**TO DO**:
Omit the images, then output each of the records below exactly.

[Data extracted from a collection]
----
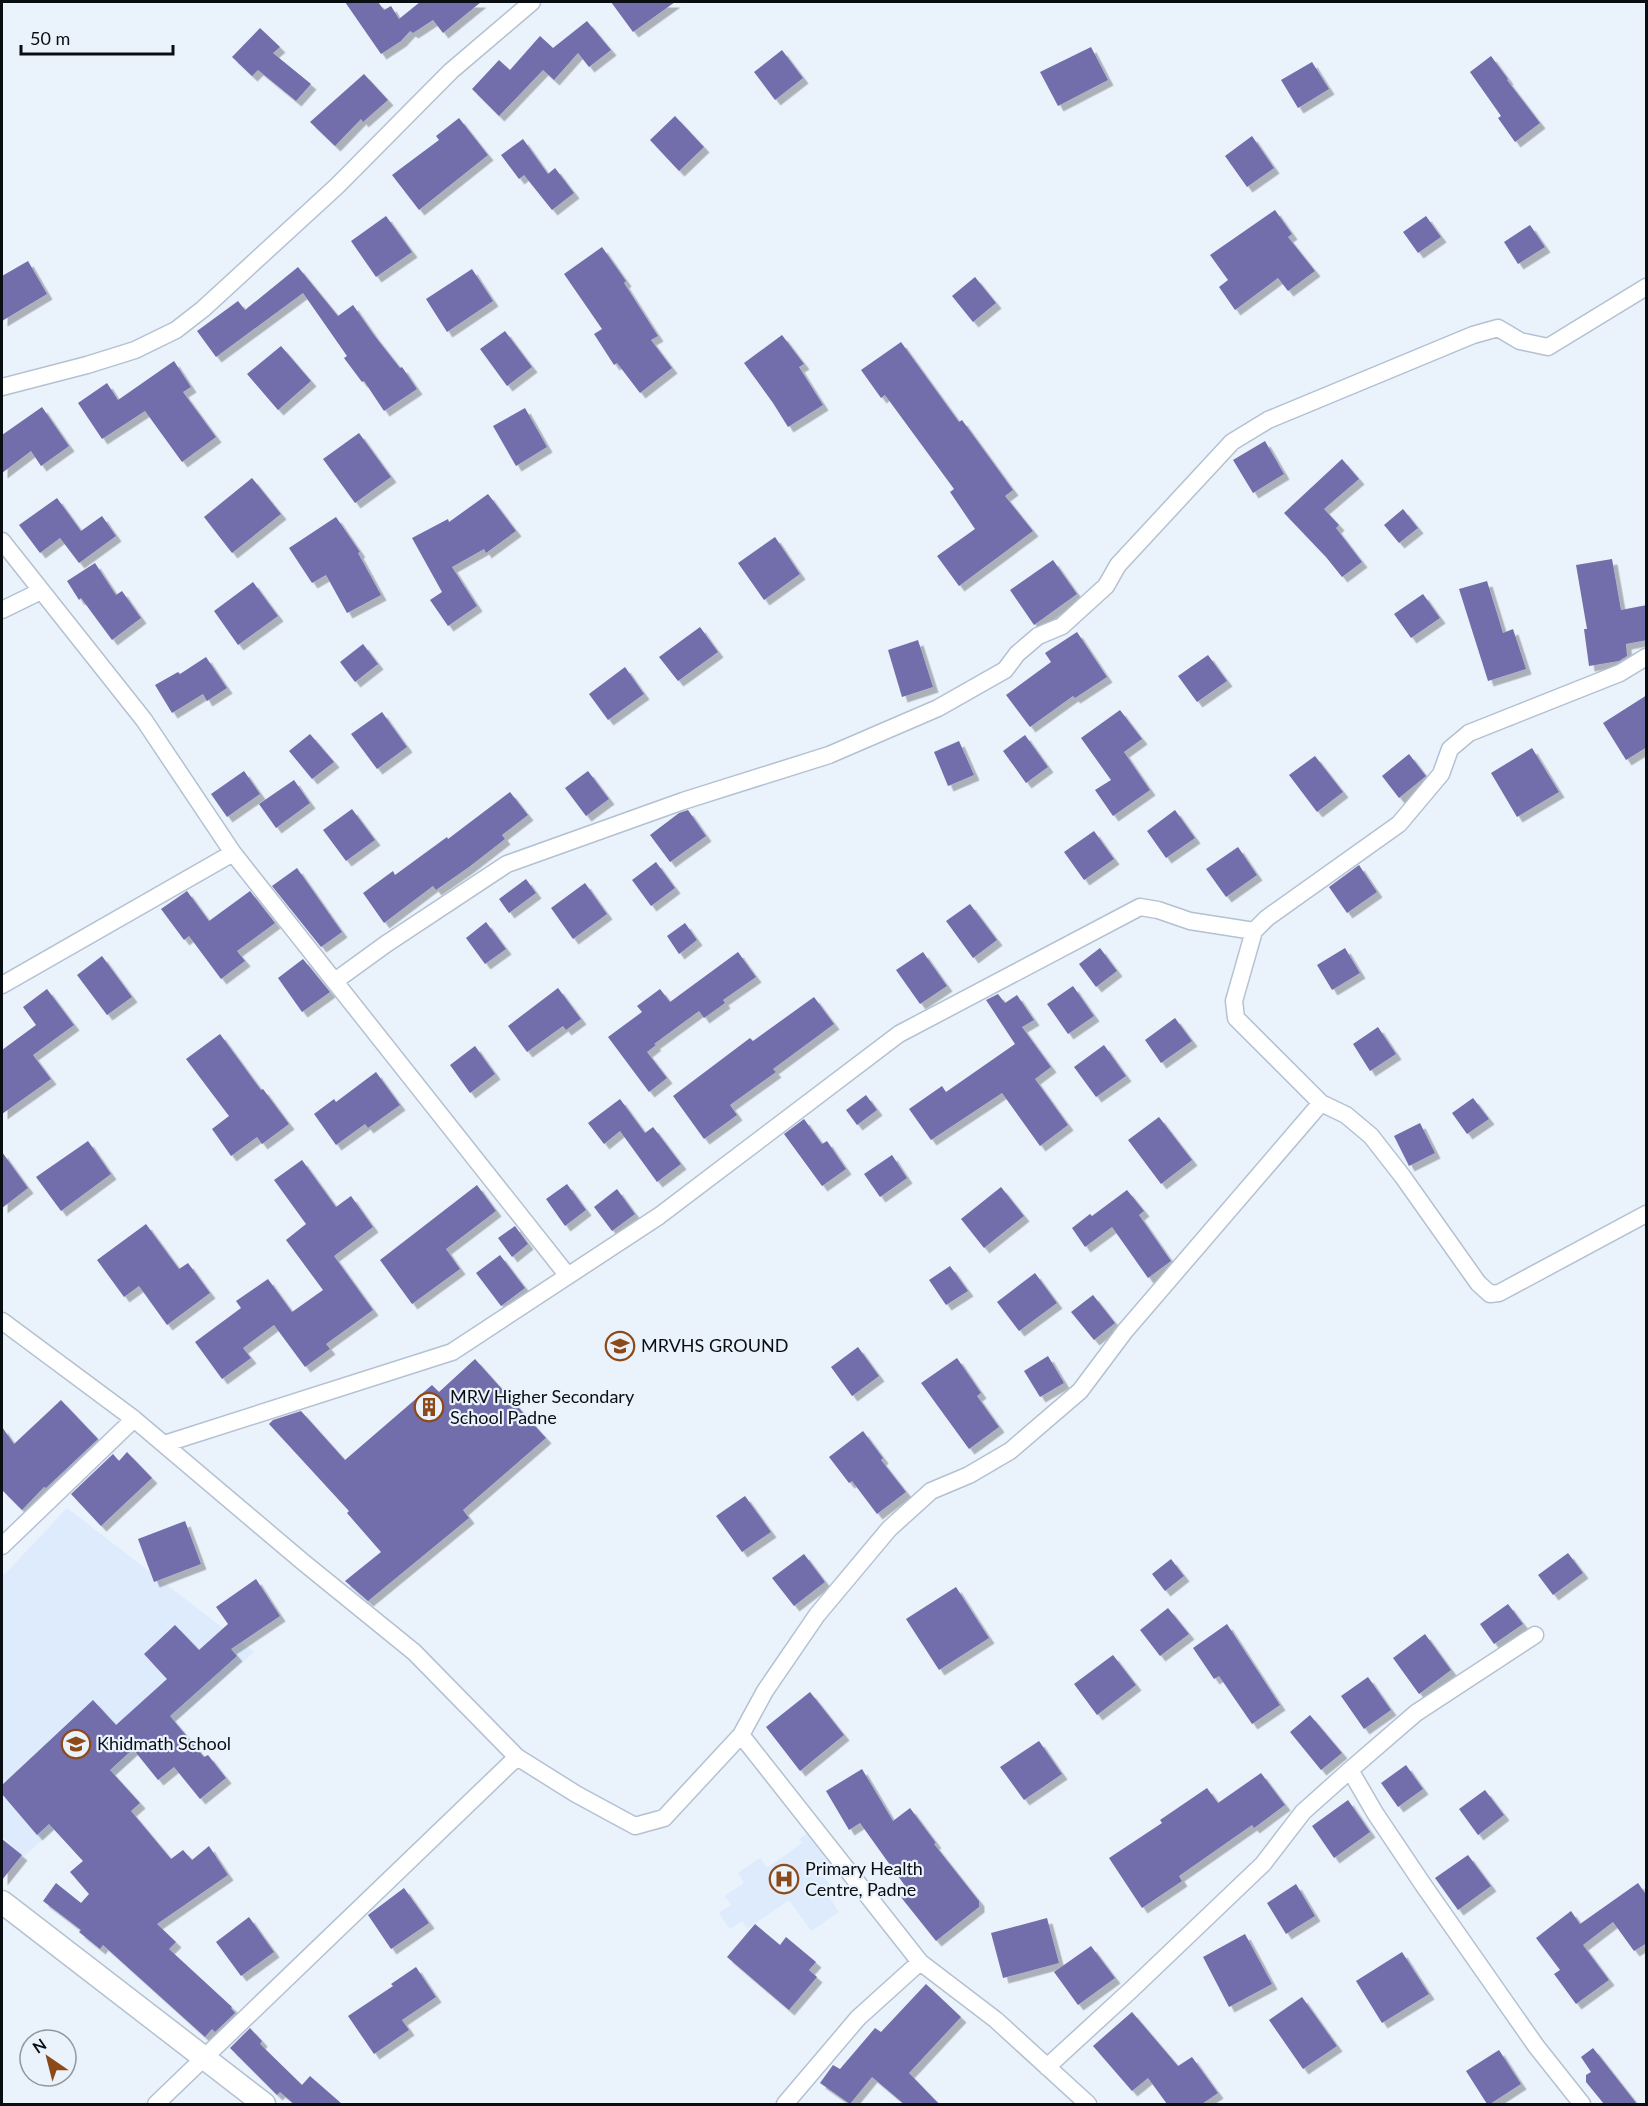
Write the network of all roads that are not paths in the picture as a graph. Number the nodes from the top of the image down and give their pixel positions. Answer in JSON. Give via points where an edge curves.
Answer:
{"nodes":[{"id":1,"x":532,"y":2,"type":"edge"},
{"id":2,"x":1647,"y":287,"type":"edge"},
{"id":3,"x":2,"y":387,"type":"edge"},
{"id":4,"x":2,"y":541,"type":"edge"},
{"id":5,"x":41,"y":591,"type":"junction"},
{"id":6,"x":2,"y":610,"type":"edge"},
{"id":7,"x":1647,"y":657,"type":"edge"},
{"id":8,"x":233,"y":853,"type":"junction"},
{"id":9,"x":1254,"y":931,"type":"junction"},
{"id":10,"x":335,"y":981,"type":"junction"},
{"id":11,"x":2,"y":985,"type":"edge"},
{"id":12,"x":1321,"y":1103,"type":"junction"},
{"id":13,"x":1647,"y":1214,"type":"edge"},
{"id":14,"x":568,"y":1276,"type":"junction"},
{"id":15,"x":2,"y":1321,"type":"edge"},
{"id":16,"x":134,"y":1419,"type":"junction"},
{"id":17,"x":164,"y":1444,"type":"junction"},
{"id":18,"x":2,"y":1546,"type":"edge"},
{"id":19,"x":1535,"y":1635,"type":"dead end"},
{"id":20,"x":741,"y":1735,"type":"junction"},
{"id":21,"x":517,"y":1757,"type":"junction"},
{"id":22,"x":1350,"y":1770,"type":"junction"},
{"id":23,"x":2,"y":1902,"type":"edge"},
{"id":24,"x":920,"y":1962,"type":"junction"},
{"id":25,"x":204,"y":2059,"type":"junction"},
{"id":26,"x":1047,"y":2067,"type":"junction"},
{"id":27,"x":156,"y":2104,"type":"edge"},
{"id":28,"x":264,"y":2104,"type":"edge"},
{"id":29,"x":785,"y":2104,"type":"edge"},
{"id":30,"x":1088,"y":2104,"type":"edge"},
{"id":31,"x":1582,"y":2104,"type":"edge"}],
"edges":[{"from":1,"to":3,"type":"street","via":[[451,71],[337,186],[176,330],[135,350]]},
{"from":2,"to":10,"type":"street","via":[[1548,347],[1520,341],[1498,328],[1473,334],[1268,420],[1232,442],[1118,565],[1093,599],[1062,626],[1038,636],[1005,670],[938,708],[829,755],[683,801],[507,864]]},
{"from":4,"to":5,"type":"street"},
{"from":5,"to":6,"type":"street"},
{"from":5,"to":8,"type":"street","via":[[144,720]]},
{"from":7,"to":9,"type":"street","via":[[1620,673],[1470,733],[1450,749],[1441,774],[1399,824]]},
{"from":8,"to":10,"type":"street"},
{"from":8,"to":11,"type":"street"},
{"from":9,"to":12,"type":"street","via":[[1234,1001],[1236,1018]]},
{"from":9,"to":14,"type":"street","via":[[1191,921],[1140,907],[899,1034],[659,1216]]},
{"from":10,"to":14,"type":"street"},
{"from":12,"to":13,"type":"street","via":[[1346,1115],[1371,1136],[1490,1294],[1499,1293]]},
{"from":12,"to":20,"type":"street","via":[[1125,1331],[1080,1391],[1010,1451],[931,1491],[889,1529],[817,1615],[765,1691]]},
{"from":14,"to":17,"type":"street","via":[[452,1352]]},
{"from":15,"to":16,"type":"street"},
{"from":16,"to":17,"type":"street"},
{"from":16,"to":18,"type":"street"},
{"from":17,"to":21,"type":"street","via":[[414,1652]]},
{"from":19,"to":22,"type":"street","via":[[1416,1713]]},
{"from":20,"to":21,"type":"street","via":[[664,1818],[635,1826]]},
{"from":20,"to":24,"type":"street"},
{"from":21,"to":25,"type":"street"},
{"from":22,"to":26,"type":"street","via":[[1304,1812],[1263,1864]]},
{"from":22,"to":31,"type":"street","via":[[1424,1886],[1536,2046]]},
{"from":23,"to":25,"type":"main road"},
{"from":24,"to":26,"type":"street","via":[[996,2020]]},
{"from":24,"to":29,"type":"street","via":[[858,2018]]},
{"from":25,"to":27,"type":"street"},
{"from":25,"to":28,"type":"main road"},
{"from":26,"to":30,"type":"street"}]}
----
**TASK RESULT**:
Write the network of all roads that are not paths in the picture as a graph. Number the nodes from the top of the image down and give their pixel positions. Answer in JSON. Give via points where an edge curves.
Answer:
{"nodes":[{"id":1,"x":532,"y":2,"type":"edge"},
{"id":2,"x":1647,"y":287,"type":"edge"},
{"id":3,"x":2,"y":387,"type":"edge"},
{"id":4,"x":2,"y":541,"type":"edge"},
{"id":5,"x":41,"y":591,"type":"junction"},
{"id":6,"x":2,"y":610,"type":"edge"},
{"id":7,"x":1647,"y":657,"type":"edge"},
{"id":8,"x":233,"y":853,"type":"junction"},
{"id":9,"x":1254,"y":931,"type":"junction"},
{"id":10,"x":335,"y":981,"type":"junction"},
{"id":11,"x":2,"y":985,"type":"edge"},
{"id":12,"x":1321,"y":1103,"type":"junction"},
{"id":13,"x":1647,"y":1214,"type":"edge"},
{"id":14,"x":568,"y":1276,"type":"junction"},
{"id":15,"x":2,"y":1321,"type":"edge"},
{"id":16,"x":134,"y":1419,"type":"junction"},
{"id":17,"x":164,"y":1444,"type":"junction"},
{"id":18,"x":2,"y":1546,"type":"edge"},
{"id":19,"x":1535,"y":1635,"type":"dead end"},
{"id":20,"x":741,"y":1735,"type":"junction"},
{"id":21,"x":517,"y":1757,"type":"junction"},
{"id":22,"x":1350,"y":1770,"type":"junction"},
{"id":23,"x":2,"y":1902,"type":"edge"},
{"id":24,"x":920,"y":1962,"type":"junction"},
{"id":25,"x":204,"y":2059,"type":"junction"},
{"id":26,"x":1047,"y":2067,"type":"junction"},
{"id":27,"x":156,"y":2104,"type":"edge"},
{"id":28,"x":264,"y":2104,"type":"edge"},
{"id":29,"x":785,"y":2104,"type":"edge"},
{"id":30,"x":1088,"y":2104,"type":"edge"},
{"id":31,"x":1582,"y":2104,"type":"edge"}],
"edges":[{"from":1,"to":3,"type":"street","via":[[451,71],[337,186],[176,330],[135,350]]},
{"from":2,"to":10,"type":"street","via":[[1548,347],[1520,341],[1498,328],[1473,334],[1268,420],[1232,442],[1118,565],[1093,599],[1062,626],[1038,636],[1005,670],[938,708],[829,755],[683,801],[507,864]]},
{"from":4,"to":5,"type":"street"},
{"from":5,"to":6,"type":"street"},
{"from":5,"to":8,"type":"street","via":[[144,720]]},
{"from":7,"to":9,"type":"street","via":[[1620,673],[1470,733],[1450,749],[1441,774],[1399,824]]},
{"from":8,"to":10,"type":"street"},
{"from":8,"to":11,"type":"street"},
{"from":9,"to":12,"type":"street","via":[[1234,1001],[1236,1018]]},
{"from":9,"to":14,"type":"street","via":[[1191,921],[1140,907],[899,1034],[659,1216]]},
{"from":10,"to":14,"type":"street"},
{"from":12,"to":13,"type":"street","via":[[1346,1115],[1371,1136],[1490,1294],[1499,1293]]},
{"from":12,"to":20,"type":"street","via":[[1125,1331],[1080,1391],[1010,1451],[931,1491],[889,1529],[817,1615],[765,1691]]},
{"from":14,"to":17,"type":"street","via":[[452,1352]]},
{"from":15,"to":16,"type":"street"},
{"from":16,"to":17,"type":"street"},
{"from":16,"to":18,"type":"street"},
{"from":17,"to":21,"type":"street","via":[[414,1652]]},
{"from":19,"to":22,"type":"street","via":[[1416,1713]]},
{"from":20,"to":21,"type":"street","via":[[664,1818],[635,1826]]},
{"from":20,"to":24,"type":"street"},
{"from":21,"to":25,"type":"street"},
{"from":22,"to":26,"type":"street","via":[[1304,1812],[1263,1864]]},
{"from":22,"to":31,"type":"street","via":[[1424,1886],[1536,2046]]},
{"from":23,"to":25,"type":"main road"},
{"from":24,"to":26,"type":"street","via":[[996,2020]]},
{"from":24,"to":29,"type":"street","via":[[858,2018]]},
{"from":25,"to":27,"type":"street"},
{"from":25,"to":28,"type":"main road"},
{"from":26,"to":30,"type":"street"}]}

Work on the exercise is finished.